__Work task__: For this exercise, copy the data exactly and omit any images.

(Saved entries)
* * * * *

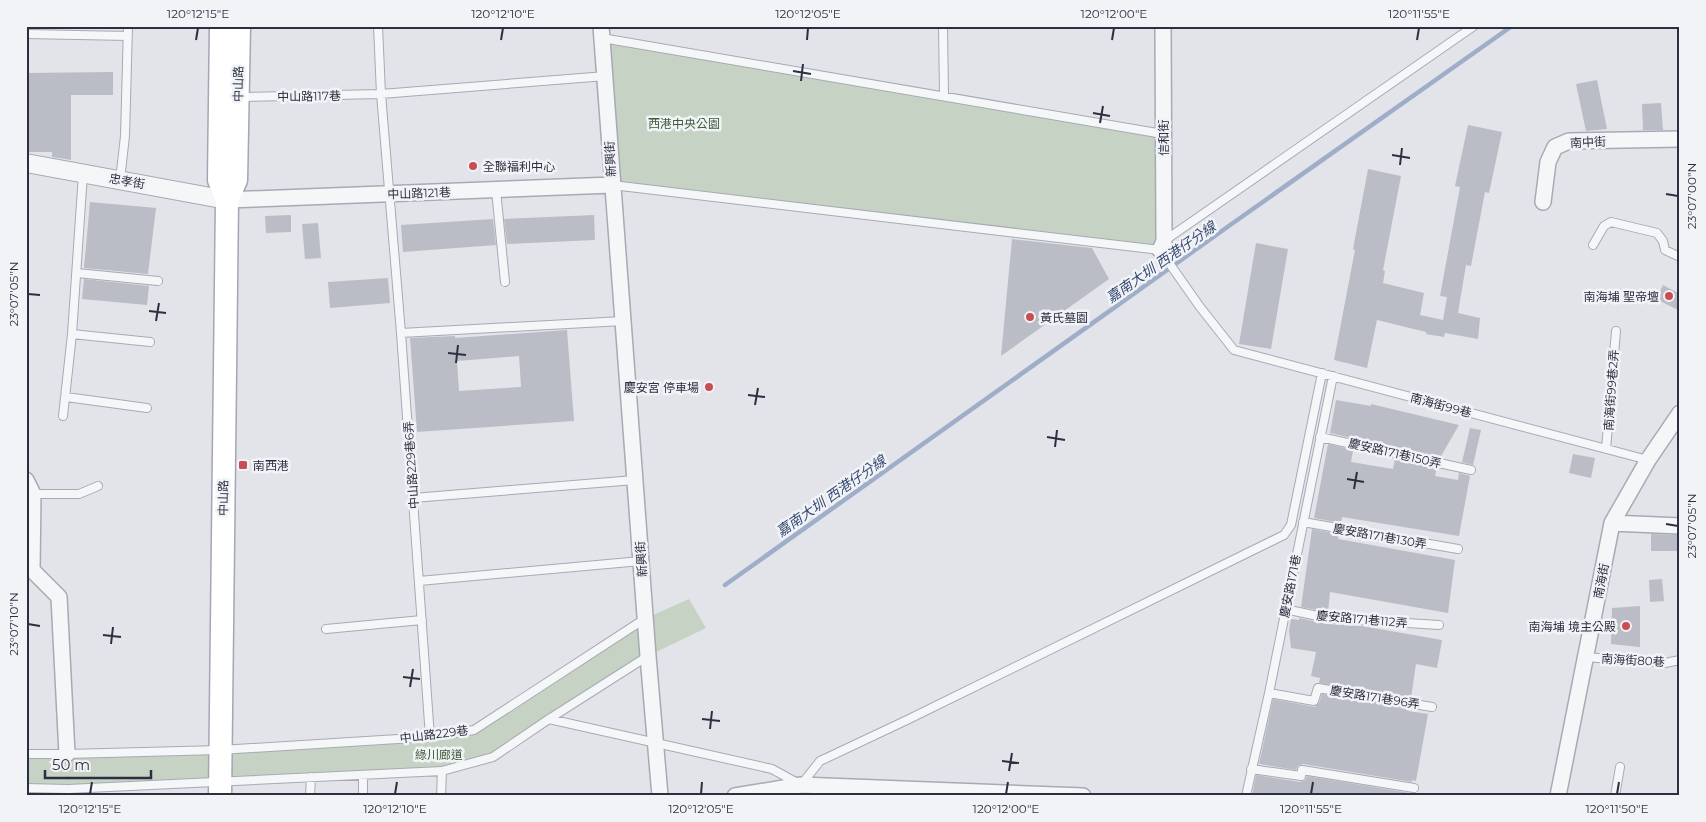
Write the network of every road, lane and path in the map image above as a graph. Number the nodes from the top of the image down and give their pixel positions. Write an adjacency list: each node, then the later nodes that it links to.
1 (128, 26): 10 (lane)
2 (221, 26): 23 (main road, 中山路)
3 (239, 26): 14 (main road, 中山路)
4 (378, 26): 12 (lane, 中山路229巷6弄)
5 (943, 26): 13 (lane)
6 (1163, 26): 15 (street, 信和街)
7 (1474, 26): 26 (lane)
8 (602, 32): 11 (street, 新興街); 13 (lane)
9 (26, 34): 10 (lane)
10 (128, 36): 19 (lane)
11 (606, 76): 12 (lane, 中山路117巷); 20 (street, 新興街)
12 (380, 94): 14 (lane, 中山路117巷); 22 (lane, 中山路229巷6弄)
13 (944, 96): 15 (lane)
14 (238, 97): 23 (main road, 中山路)
15 (1163, 134): 26 (street, 信和街)
16 (1680, 139): 24 (street, 南中街)
17 (26, 163): 18 (street, 忠孝街)
18 (83, 173): 19 (street, 忠孝街); 28 (lane)
19 (120, 180): 23 (street, 忠孝街)
20 (612, 185): 21 (street, 中山路121巷); 26 (lane); 31 (street, 新興街)
21 (496, 190): 22 (street, 中山路121巷); 30 (lane)
22 (389, 194): 23 (street, 中山路121巷); 33 (lane, 中山路229巷6弄)
23 (227, 200): 70 (main road, 中山路)
24 (1543, 202)
25 (1593, 245): 27 (lane)
26 (1162, 246): 36 (lane, 南海街99巷)
27 (1680, 257)
28 (78, 273): 29 (lane); 34 (lane)
29 (158, 281)
30 (505, 282)
31 (623, 321): 33 (lane); 47 (street, 新興街)
32 (1616, 331): 43 (lane, 南海街99巷2弄)
33 (401, 333): 50 (lane, 中山路229巷6弄)
34 (72, 334): 35 (lane); 38 (lane)
35 (150, 342)
36 (1322, 373): 37 (lane, 南海街99巷); 78 (lane)
37 (1333, 376): 42 (lane, 慶安路171巷); 43 (lane, 南海街99巷)
38 (66, 397): 39 (lane); 41 (lane)
39 (147, 408)
40 (1680, 413): 44 (street, 南海街)
41 (63, 416)
42 (1320, 436): 45 (lane, 慶安路171巷150弄); 51 (lane, 慶安路171巷)
43 (1606, 449): 44 (lane, 南海街99巷)
44 (1648, 460): 52 (street, 南海街)
45 (1471, 470)
46 (26, 480): 49 (street)
47 (635, 480): 50 (lane); 55 (street, 新興街)
48 (98, 486): 49 (lane)
49 (33, 494): 72 (street)
50 (413, 498): 56 (lane, 中山路229巷6弄)
51 (1303, 522): 54 (lane, 慶安路171巷130弄); 57 (lane, 慶安路171巷)
52 (1612, 524): 53 (street); 63 (street, 南海街)
53 (1680, 526)
54 (1458, 549)
55 (641, 561): 56 (lane); 58 (street, 新興街)
56 (419, 581): 59 (lane, 中山路229巷6弄)
57 (1285, 610): 60 (lane, 慶安路171巷112弄); 65 (lane, 慶安路171巷)
58 (646, 618): 62 (street, 新興街); 68 (lane, 中山路229巷)
59 (422, 620): 61 (lane); 68 (lane, 中山路229巷6弄)
60 (1439, 625)
61 (326, 629)
62 (648, 656): 67 (lane); 69 (street, 新興街)
63 (1585, 657): 64 (lane, 南海街80巷); 90 (street, 南海街)
64 (1680, 660)
65 (1268, 693): 66 (lane, 慶安路171巷96弄); 74 (lane, 慶安路171巷)
66 (1432, 707)
67 (549, 719): 69 (lane); 75 (lane)
68 (430, 737): 70 (lane, 中山路229巷)
69 (655, 744): 78 (lane); 86 (street, 新興街)
70 (220, 750): 72 (lane, 中山路229巷); 80 (main road, 中山路)
71 (26, 754): 72 (lane, 中山路229巷)
72 (67, 754): 82 (path)
73 (1620, 767): 91 (lane)
74 (1251, 769): 81 (lane); 89 (lane, 慶安路171巷)
75 (442, 771): 76 (lane); 85 (lane)
76 (363, 775): 77 (lane); 84 (lane)
77 (311, 776): 80 (lane); 83 (lane)
78 (801, 785): 87 (street); 88 (street)
79 (26, 788): 82 (lane)
80 (220, 788): 82 (lane)
81 (1414, 788)
82 (68, 789)
83 (310, 796)
84 (363, 796)
85 (441, 796)
86 (660, 796)
87 (736, 796)
88 (1083, 796)
89 (1246, 796)
90 (1558, 796)
91 (1615, 796)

* * * * *

__Exercise response__:
Write the network of every road, lane and path in the map image above as a graph. Number the nodes from the top of the image down and give their pixel positions. Write an adjacency list: each node, then the later nodes that it links to.
1 (128, 26): 10 (lane)
2 (221, 26): 23 (main road, 中山路)
3 (239, 26): 14 (main road, 中山路)
4 (378, 26): 12 (lane, 中山路229巷6弄)
5 (943, 26): 13 (lane)
6 (1163, 26): 15 (street, 信和街)
7 (1474, 26): 26 (lane)
8 (602, 32): 11 (street, 新興街); 13 (lane)
9 (26, 34): 10 (lane)
10 (128, 36): 19 (lane)
11 (606, 76): 12 (lane, 中山路117巷); 20 (street, 新興街)
12 (380, 94): 14 (lane, 中山路117巷); 22 (lane, 中山路229巷6弄)
13 (944, 96): 15 (lane)
14 (238, 97): 23 (main road, 中山路)
15 (1163, 134): 26 (street, 信和街)
16 (1680, 139): 24 (street, 南中街)
17 (26, 163): 18 (street, 忠孝街)
18 (83, 173): 19 (street, 忠孝街); 28 (lane)
19 (120, 180): 23 (street, 忠孝街)
20 (612, 185): 21 (street, 中山路121巷); 26 (lane); 31 (street, 新興街)
21 (496, 190): 22 (street, 中山路121巷); 30 (lane)
22 (389, 194): 23 (street, 中山路121巷); 33 (lane, 中山路229巷6弄)
23 (227, 200): 70 (main road, 中山路)
24 (1543, 202)
25 (1593, 245): 27 (lane)
26 (1162, 246): 36 (lane, 南海街99巷)
27 (1680, 257)
28 (78, 273): 29 (lane); 34 (lane)
29 (158, 281)
30 (505, 282)
31 (623, 321): 33 (lane); 47 (street, 新興街)
32 (1616, 331): 43 (lane, 南海街99巷2弄)
33 (401, 333): 50 (lane, 中山路229巷6弄)
34 (72, 334): 35 (lane); 38 (lane)
35 (150, 342)
36 (1322, 373): 37 (lane, 南海街99巷); 78 (lane)
37 (1333, 376): 42 (lane, 慶安路171巷); 43 (lane, 南海街99巷)
38 (66, 397): 39 (lane); 41 (lane)
39 (147, 408)
40 (1680, 413): 44 (street, 南海街)
41 (63, 416)
42 (1320, 436): 45 (lane, 慶安路171巷150弄); 51 (lane, 慶安路171巷)
43 (1606, 449): 44 (lane, 南海街99巷)
44 (1648, 460): 52 (street, 南海街)
45 (1471, 470)
46 (26, 480): 49 (street)
47 (635, 480): 50 (lane); 55 (street, 新興街)
48 (98, 486): 49 (lane)
49 (33, 494): 72 (street)
50 (413, 498): 56 (lane, 中山路229巷6弄)
51 (1303, 522): 54 (lane, 慶安路171巷130弄); 57 (lane, 慶安路171巷)
52 (1612, 524): 53 (street); 63 (street, 南海街)
53 (1680, 526)
54 (1458, 549)
55 (641, 561): 56 (lane); 58 (street, 新興街)
56 (419, 581): 59 (lane, 中山路229巷6弄)
57 (1285, 610): 60 (lane, 慶安路171巷112弄); 65 (lane, 慶安路171巷)
58 (646, 618): 62 (street, 新興街); 68 (lane, 中山路229巷)
59 (422, 620): 61 (lane); 68 (lane, 中山路229巷6弄)
60 (1439, 625)
61 (326, 629)
62 (648, 656): 67 (lane); 69 (street, 新興街)
63 (1585, 657): 64 (lane, 南海街80巷); 90 (street, 南海街)
64 (1680, 660)
65 (1268, 693): 66 (lane, 慶安路171巷96弄); 74 (lane, 慶安路171巷)
66 (1432, 707)
67 (549, 719): 69 (lane); 75 (lane)
68 (430, 737): 70 (lane, 中山路229巷)
69 (655, 744): 78 (lane); 86 (street, 新興街)
70 (220, 750): 72 (lane, 中山路229巷); 80 (main road, 中山路)
71 (26, 754): 72 (lane, 中山路229巷)
72 (67, 754): 82 (path)
73 (1620, 767): 91 (lane)
74 (1251, 769): 81 (lane); 89 (lane, 慶安路171巷)
75 (442, 771): 76 (lane); 85 (lane)
76 (363, 775): 77 (lane); 84 (lane)
77 (311, 776): 80 (lane); 83 (lane)
78 (801, 785): 87 (street); 88 (street)
79 (26, 788): 82 (lane)
80 (220, 788): 82 (lane)
81 (1414, 788)
82 (68, 789)
83 (310, 796)
84 (363, 796)
85 (441, 796)
86 (660, 796)
87 (736, 796)
88 (1083, 796)
89 (1246, 796)
90 (1558, 796)
91 (1615, 796)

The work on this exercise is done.